Obezite hastalarının kilo verme süreçlerinde tedavi yöntemlerinin etkin tercihi önemli bir rol oynar. Farklı obezite cerrahisi yöntemlerinin kullanıldığı, bağıl sebeplerin araştırıldığı ve ilaç – terapi planlamalarının yapıldığı bu dönemde hastanın uyum göstermesi tedavi sürecini hızlandırır. Her hastada tedaviye yanıt alma ve iyileşme dönemi farklılık gösterebilir.
Obezitenin kronik hastalıkların oluşumu adına içerdiği risk, hayati tehlike barındıran boyutlara ulaşabilir. Özellikle abdominal obezite gibi kalp sağlığını etkileyen tiplerde kısa sürede tedavi sürecinin başlatılması gerekir.
İrilik sorununun yüksek oranlarda hayatı negatif etkilediği obezite hastalığının sayısız zararı bulunur. Bunlar arasında en tehlikeli olanlar fiziki hastalıkları tetikleyici bir unsur olması ve diğer hastalıklarla mücadelede bağışıklığı olumsuz etkilemesidir.

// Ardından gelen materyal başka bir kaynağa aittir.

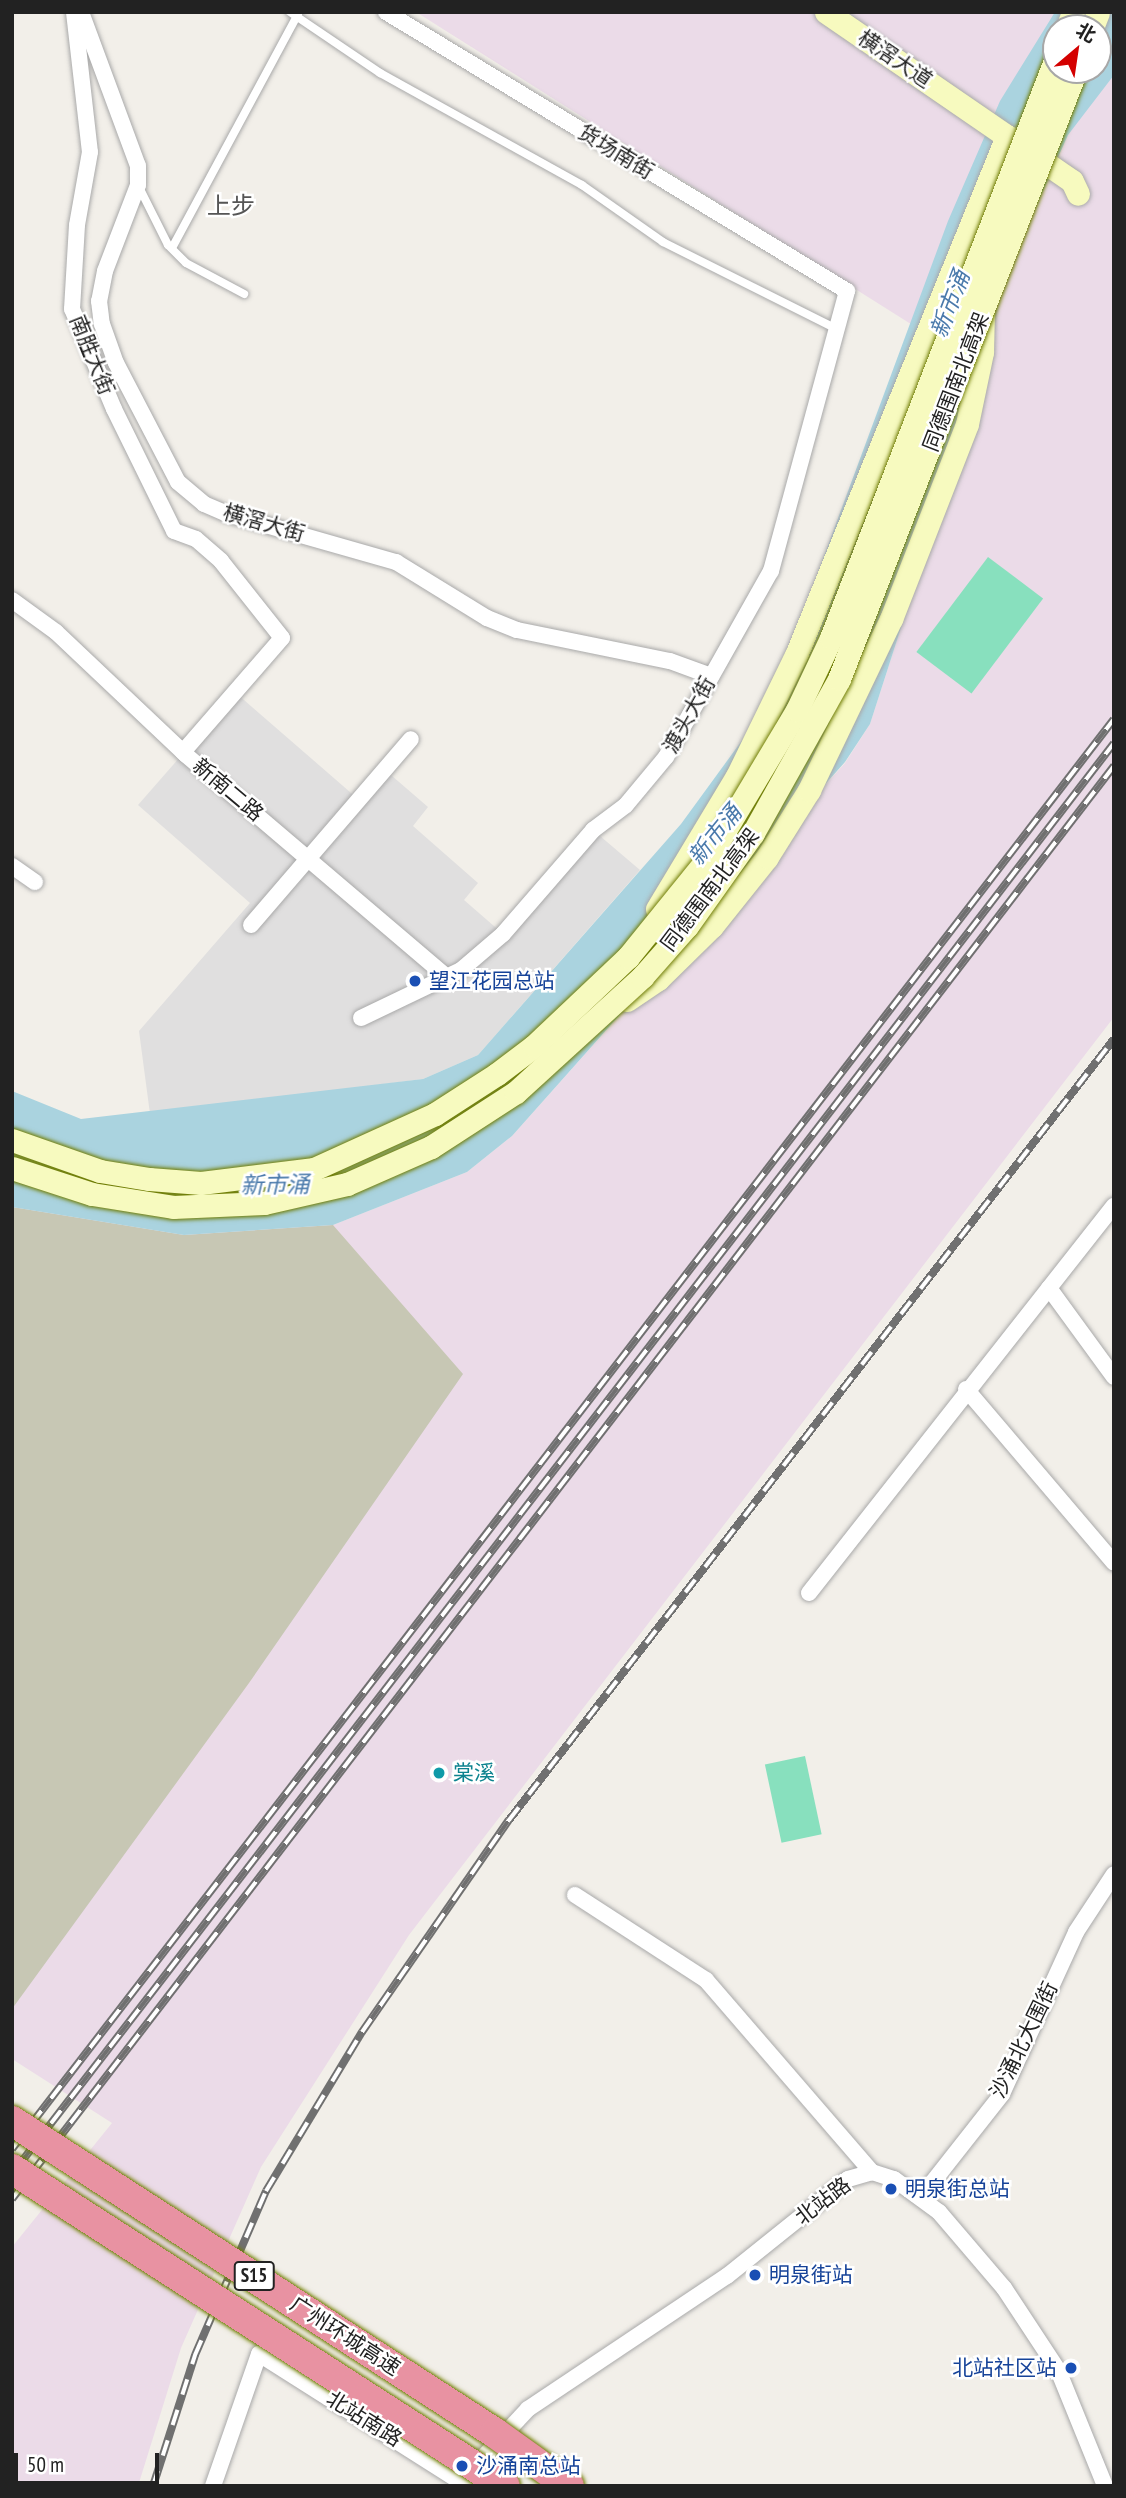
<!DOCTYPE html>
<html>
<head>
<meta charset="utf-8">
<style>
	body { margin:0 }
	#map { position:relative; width:1126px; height:2498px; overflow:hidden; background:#f2efe9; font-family:"PT Sans Narrow","Noto Sans SC",sans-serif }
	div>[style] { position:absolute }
	.residential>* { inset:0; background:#e0dfdf }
	.industrial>* { inset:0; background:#ebdbe8 }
	.construction>* { inset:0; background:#c7c7b4 }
	.pitch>* { inset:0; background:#88e0be; transform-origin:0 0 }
	.water>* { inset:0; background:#aad3df }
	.roads { filter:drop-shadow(0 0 2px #a9a9a9) drop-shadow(0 0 2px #a9a9a9) }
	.lane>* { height:8px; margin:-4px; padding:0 4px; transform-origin:4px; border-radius:4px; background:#fff }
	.street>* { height:16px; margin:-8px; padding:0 8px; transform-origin:8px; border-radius:8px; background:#fff }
	.secondary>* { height:23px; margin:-11.5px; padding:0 11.5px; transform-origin:11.5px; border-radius:11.5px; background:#f7fabf }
	.rail>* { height:8px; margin-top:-4px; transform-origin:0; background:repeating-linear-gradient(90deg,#fff 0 16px,#707070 0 32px); box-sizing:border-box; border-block:2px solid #707070 }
	.bridges { filter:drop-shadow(0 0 2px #707d05) drop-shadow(0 0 2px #707d05) }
	.secondary-bridge>* { height:23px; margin:-11.5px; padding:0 11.5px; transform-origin:11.5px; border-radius:11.5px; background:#f7fabf }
	.highway-bridge>* { height:30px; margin:-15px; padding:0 15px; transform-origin:15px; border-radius:15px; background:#e892a2 }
	.dots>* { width:19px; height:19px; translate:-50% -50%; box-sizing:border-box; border:4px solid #fff; border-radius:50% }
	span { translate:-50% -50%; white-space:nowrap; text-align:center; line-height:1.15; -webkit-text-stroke:5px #fff; paint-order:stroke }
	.shield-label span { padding:2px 5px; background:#fff; border:2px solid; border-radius:5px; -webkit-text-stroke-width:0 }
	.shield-label { font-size:19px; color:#222; font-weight:700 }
	.street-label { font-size:21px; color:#222 }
	.transit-label { font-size:21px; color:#164399 }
	.left { translate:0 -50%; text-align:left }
	.right { translate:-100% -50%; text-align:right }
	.culture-label { font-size:21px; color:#0d838f }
	.water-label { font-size:23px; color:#4a7aab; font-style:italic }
	.quarter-label { font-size:24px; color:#555 }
	.frame { position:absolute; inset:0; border:14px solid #222; pointer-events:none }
	.north { position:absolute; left:1042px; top:14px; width:70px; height:70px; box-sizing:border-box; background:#fff; border:2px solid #a7a7a7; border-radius:50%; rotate:29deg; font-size:19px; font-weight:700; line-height:28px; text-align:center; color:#222 }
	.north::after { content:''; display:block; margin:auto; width:24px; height:32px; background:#d40000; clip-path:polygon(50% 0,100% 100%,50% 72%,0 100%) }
	.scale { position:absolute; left:14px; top:2453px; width:145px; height:32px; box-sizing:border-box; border:4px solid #222; border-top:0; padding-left:9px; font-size:21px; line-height:24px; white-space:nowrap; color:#222; -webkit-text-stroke:5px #fff; paint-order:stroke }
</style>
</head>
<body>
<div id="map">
	<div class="residential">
		<i style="clip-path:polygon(236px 693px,358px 799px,384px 769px,428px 807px,413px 826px,478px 883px,464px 900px,502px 933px,593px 830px,640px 870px,478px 1055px,423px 1079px,150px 1114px,139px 1031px,250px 903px,138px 805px)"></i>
	</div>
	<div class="industrial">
		<i style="clip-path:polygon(evenodd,416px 12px,1114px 12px,1114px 1017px,409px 1935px,261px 2167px,181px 2348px,138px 2486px,12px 2486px,12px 2247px,112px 2123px,12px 2059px,12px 1207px,184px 1235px,333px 1225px,467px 1172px,512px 1136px,845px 763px,870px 724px,947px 485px,979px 367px,416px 12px,1056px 28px,1098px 28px,1098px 70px,1056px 70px,1056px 28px)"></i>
	</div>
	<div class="construction">
		<i style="clip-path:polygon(12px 1207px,184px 1235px,333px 1225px,463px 1374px,249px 1683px,12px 2009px)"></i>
	</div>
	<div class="pitch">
		<i style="left:988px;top:557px;width:69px;height:119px;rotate:37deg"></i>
		<i style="left:805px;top:1756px;width:80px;height:41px;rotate:78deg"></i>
	</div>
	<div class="water">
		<i style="clip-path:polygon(evenodd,1055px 12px,1114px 12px,1114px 75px,1068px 135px,1003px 281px,947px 485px,870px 724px,845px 762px,512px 1136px,467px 1172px,333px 1225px,184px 1235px,12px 1207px,12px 1091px,81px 1119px,423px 1079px,478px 1055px,681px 824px,770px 702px,948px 221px,1000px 101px,1055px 12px,1056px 28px,1098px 28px,1098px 70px,1056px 70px,1056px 28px)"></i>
	</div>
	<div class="roads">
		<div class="lane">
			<i style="left:290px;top:12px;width:109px;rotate:34.1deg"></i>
			<i style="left:380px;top:73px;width:231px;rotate:29deg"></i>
			<i style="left:582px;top:185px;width:99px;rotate:35.1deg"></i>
			<i style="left:663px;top:242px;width:195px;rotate:26.6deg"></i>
			<i style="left:139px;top:187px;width:65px;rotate:63.4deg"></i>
			<i style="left:168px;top:245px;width:25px;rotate:45deg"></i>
			<i style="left:186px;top:263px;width:66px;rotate:28.1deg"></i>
			<i style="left:172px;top:248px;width:266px;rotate:-61.7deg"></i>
		</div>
		<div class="street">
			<i style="left:74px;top:12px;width:141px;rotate:83.5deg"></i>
			<i style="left:90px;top:152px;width:74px;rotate:100.1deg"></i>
			<i style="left:77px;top:225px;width:84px;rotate:93.4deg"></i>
			<i style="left:72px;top:309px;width:108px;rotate:67.2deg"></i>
			<i style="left:114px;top:409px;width:136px;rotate:63.8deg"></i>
			<i style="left:174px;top:531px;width:23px;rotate:20deg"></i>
			<i style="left:196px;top:539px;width:33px;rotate:41deg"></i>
			<i style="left:221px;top:561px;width:98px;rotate:51.6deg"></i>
			<i style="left:282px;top:638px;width:151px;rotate:131deg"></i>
			<i style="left:81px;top:12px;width:164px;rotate:69.7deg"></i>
			<i style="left:138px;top:166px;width:19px;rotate:90deg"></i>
			<i style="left:138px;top:185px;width:92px;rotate:111deg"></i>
			<i style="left:105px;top:271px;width:31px;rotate:101deg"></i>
			<i style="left:99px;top:301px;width:23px;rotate:83deg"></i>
			<i style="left:102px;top:324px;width:41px;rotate:70.3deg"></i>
			<i style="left:116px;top:363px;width:134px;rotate:62.5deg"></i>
			<i style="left:178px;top:482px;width:34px;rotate:40deg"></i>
			<i style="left:204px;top:504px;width:25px;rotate:23deg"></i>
			<i style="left:227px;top:514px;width:176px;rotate:15.9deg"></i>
			<i style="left:396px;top:562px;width:107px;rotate:31.6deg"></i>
			<i style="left:487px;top:618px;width:32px;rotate:22deg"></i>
			<i style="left:517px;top:630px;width:156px;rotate:11.5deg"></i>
			<i style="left:670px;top:661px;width:44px;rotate:20.1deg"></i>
			<i style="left:12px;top:600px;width:54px;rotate:36deg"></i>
			<i style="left:56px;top:632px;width:179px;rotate:43.4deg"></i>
			<i style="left:186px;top:755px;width:343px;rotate:40.4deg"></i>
			<i style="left:12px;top:866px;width:28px;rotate:35deg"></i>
			<i style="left:251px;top:925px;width:245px;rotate:-49.3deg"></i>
			<i style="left:361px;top:1018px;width:111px;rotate:-25.6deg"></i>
			<i style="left:461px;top:970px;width:55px;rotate:-40.6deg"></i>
			<i style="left:503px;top:934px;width:138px;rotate:-49.1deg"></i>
			<i style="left:593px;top:830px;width:41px;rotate:-37.1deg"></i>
			<i style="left:626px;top:805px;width:62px;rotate:-50.2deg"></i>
			<i style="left:666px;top:757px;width:214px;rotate:-60.6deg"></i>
			<i style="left:771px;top:571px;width:290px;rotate:-74.8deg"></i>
			<i style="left:847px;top:291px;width:539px;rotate:-148.82deg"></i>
			<i style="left:1049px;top:1288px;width:110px;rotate:53.9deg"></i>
			<i style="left:966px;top:1389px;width:228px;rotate:49.6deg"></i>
			<i style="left:809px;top:1593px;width:493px;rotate:-51.8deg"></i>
			<i style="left:575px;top:1895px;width:156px;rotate:33deg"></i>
			<i style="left:706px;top:1980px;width:254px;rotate:49.2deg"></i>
			<i style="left:921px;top:2197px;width:131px;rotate:-51.8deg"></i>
			<i style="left:1002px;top:2094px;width:178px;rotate:-65.4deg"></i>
			<i style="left:1076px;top:1932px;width:69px;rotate:-56.8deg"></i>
			<i style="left:461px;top:2481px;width:98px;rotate:-47.1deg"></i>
			<i style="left:528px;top:2409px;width:239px;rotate:-33.8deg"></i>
			<i style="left:727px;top:2276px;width:155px;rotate:-38.7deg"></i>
			<i style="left:848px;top:2179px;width:25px;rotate:-16deg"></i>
			<i style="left:872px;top:2172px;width:23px;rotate:18deg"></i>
			<i style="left:894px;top:2179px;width:56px;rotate:36.3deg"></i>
			<i style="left:939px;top:2212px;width:100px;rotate:49.5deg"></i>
			<i style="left:1004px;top:2288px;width:98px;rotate:56.6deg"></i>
			<i style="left:1058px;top:2370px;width:125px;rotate:67.9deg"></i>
			<i style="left:213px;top:2486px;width:140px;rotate:-70.8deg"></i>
			<i style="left:259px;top:2354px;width:246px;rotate:32.4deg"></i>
		</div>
		<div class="secondary">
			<i style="left:826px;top:12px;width:298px;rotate:34.5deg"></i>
			<i style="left:1072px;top:181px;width:14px;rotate:65deg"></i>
			<i style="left:1067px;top:28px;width:17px;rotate:-69deg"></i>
			<i style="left:1092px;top:28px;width:17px;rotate:-69deg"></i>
			<i style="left:657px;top:909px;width:155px;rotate:-59deg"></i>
			<i style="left:737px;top:776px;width:137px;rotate:-64deg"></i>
			<i style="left:797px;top:653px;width:558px;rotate:-67.89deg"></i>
			<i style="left:627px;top:1000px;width:37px;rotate:-34deg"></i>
			<i style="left:658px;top:979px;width:76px;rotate:-44.5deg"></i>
			<i style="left:712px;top:926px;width:88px;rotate:-51.4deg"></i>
			<i style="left:767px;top:857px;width:79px;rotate:-57.9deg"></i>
			<i style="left:809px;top:790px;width:190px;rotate:-64.4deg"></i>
			<i style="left:891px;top:619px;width:209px;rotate:-68.7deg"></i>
			<i style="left:967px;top:424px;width:74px;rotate:-78.2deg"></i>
			<i style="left:982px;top:352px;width:42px;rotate:-88.6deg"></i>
		</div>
	</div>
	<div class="rail">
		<i style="left:12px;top:2149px;width:1805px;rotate:-52.38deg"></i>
		<i style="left:12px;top:2174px;width:1806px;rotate:-52.4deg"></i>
		<i style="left:12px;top:2199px;width:1808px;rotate:-52.44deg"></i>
		<i style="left:153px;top:2486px;width:138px;rotate:-72.2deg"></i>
		<i style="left:195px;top:2355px;width:179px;rotate:-66.6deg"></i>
		<i style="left:266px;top:2191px;width:186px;rotate:-58.9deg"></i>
		<i style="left:362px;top:2032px;width:258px;rotate:-55.3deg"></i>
		<i style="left:509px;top:1820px;width:988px;rotate:-52.24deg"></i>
	</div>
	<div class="bridges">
		<div class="secondary-bridge">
			<i style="left:12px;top:1140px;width:93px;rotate:19.4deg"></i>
			<i style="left:100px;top:1171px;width:50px;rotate:9.3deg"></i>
			<i style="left:149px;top:1179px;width:52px;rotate:4.4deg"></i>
			<i style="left:201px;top:1183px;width:114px;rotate:-7.1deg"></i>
			<i style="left:314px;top:1169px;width:133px;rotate:-24.4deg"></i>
			<i style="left:435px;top:1114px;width:74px;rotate:-32.8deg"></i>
			<i style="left:497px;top:1074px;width:46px;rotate:-37.1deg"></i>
			<i style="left:534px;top:1046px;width:129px;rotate:-43.4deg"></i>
			<i style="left:628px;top:957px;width:129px;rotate:-51deg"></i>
			<i style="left:709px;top:857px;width:171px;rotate:-59.1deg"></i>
			<i style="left:797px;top:710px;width:80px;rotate:-64.7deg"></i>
			<i style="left:831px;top:638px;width:622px;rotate:-68.8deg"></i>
			<i style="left:12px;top:1168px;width:84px;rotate:18deg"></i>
			<i style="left:92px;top:1194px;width:82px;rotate:9.1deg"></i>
			<i style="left:173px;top:1207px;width:91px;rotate:-2.5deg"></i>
			<i style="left:264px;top:1203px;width:85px;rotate:-12.9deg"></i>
			<i style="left:347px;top:1184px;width:92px;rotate:-23.8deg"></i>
			<i style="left:431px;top:1147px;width:101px;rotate:-32.9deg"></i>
			<i style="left:516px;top:1092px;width:171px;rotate:-42.4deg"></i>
			<i style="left:642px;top:977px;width:68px;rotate:-48.6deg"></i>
			<i style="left:687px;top:926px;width:114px;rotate:-54.6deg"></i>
			<i style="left:753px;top:833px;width:176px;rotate:-60.8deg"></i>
			<i style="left:839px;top:679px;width:653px;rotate:-68.74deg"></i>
		</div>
		<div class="highway-bridge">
			<i style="left:12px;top:2121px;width:575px;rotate:32.86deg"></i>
			<i style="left:495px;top:2433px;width:91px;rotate:35.6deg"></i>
			<i style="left:12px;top:2169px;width:586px;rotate:32.74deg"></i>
		</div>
	</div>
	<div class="dots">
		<i style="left:415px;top:981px;background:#1a4fb4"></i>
		<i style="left:439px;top:1773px;background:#0f9aa8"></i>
		<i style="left:891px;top:2189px;background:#1a4fb4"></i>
		<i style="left:755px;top:2275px;background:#1a4fb4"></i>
		<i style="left:1071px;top:2368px;background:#1a4fb4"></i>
		<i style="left:462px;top:2466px;background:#1a4fb4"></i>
	</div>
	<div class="shield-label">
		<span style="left:254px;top:2276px">S15</span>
	</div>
	<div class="street-label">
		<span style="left:895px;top:59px;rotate:34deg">横滘大道</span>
		<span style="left:616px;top:152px;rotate:31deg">货场南街</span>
		<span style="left:92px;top:355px;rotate:68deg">南胜大街</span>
		<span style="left:956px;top:382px;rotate:-69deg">同德围南北高架</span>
		<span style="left:264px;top:523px;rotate:16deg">横滘大街</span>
		<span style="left:689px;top:715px;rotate:-61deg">渡头大街</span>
		<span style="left:228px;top:790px;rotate:40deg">新南二路</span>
		<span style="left:710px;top:890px;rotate:-53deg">同德围南北高架</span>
		<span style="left:1024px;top:2040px;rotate:-64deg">沙涌北大围街</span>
		<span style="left:823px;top:2201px;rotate:-37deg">北站路</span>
		<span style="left:345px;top:2336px;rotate:33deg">广州环城高速</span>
		<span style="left:364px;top:2419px;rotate:32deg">北站南路</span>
	</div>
	<div class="transit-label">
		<span class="left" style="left:429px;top:981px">望江花园总站</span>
		<span class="left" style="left:905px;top:2189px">明泉街总站</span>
		<span class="left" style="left:769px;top:2275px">明泉街站</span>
		<span class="right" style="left:1057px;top:2368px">北站社区站</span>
		<span class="left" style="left:476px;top:2466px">沙涌南总站</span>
	</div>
	<div class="culture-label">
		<span class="left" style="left:453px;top:1773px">棠溪</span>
	</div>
	<div class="water-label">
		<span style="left:950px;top:304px;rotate:-69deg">新市涌</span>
		<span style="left:715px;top:835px;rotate:-51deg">新市涌</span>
		<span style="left:275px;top:1185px;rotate:-1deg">新市涌</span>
	</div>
	<div class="quarter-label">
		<span style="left:231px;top:206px">上步</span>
	</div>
	<div class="frame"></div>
	<div class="north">北</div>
	<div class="scale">50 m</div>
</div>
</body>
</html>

Yaşa göre obezite sınırı aşılan hastaların tedavileri de dahil olmak üzere pek çok tür için ilaç kullanımı yaygındır. Bu ilaçların amacı bireylerin kilo verme döneminde dengeli bir sisteme sahip olmalarını sağlamaktır. Bunu başarabilmek için bazen obezite iğnesi de tercih edilebilir.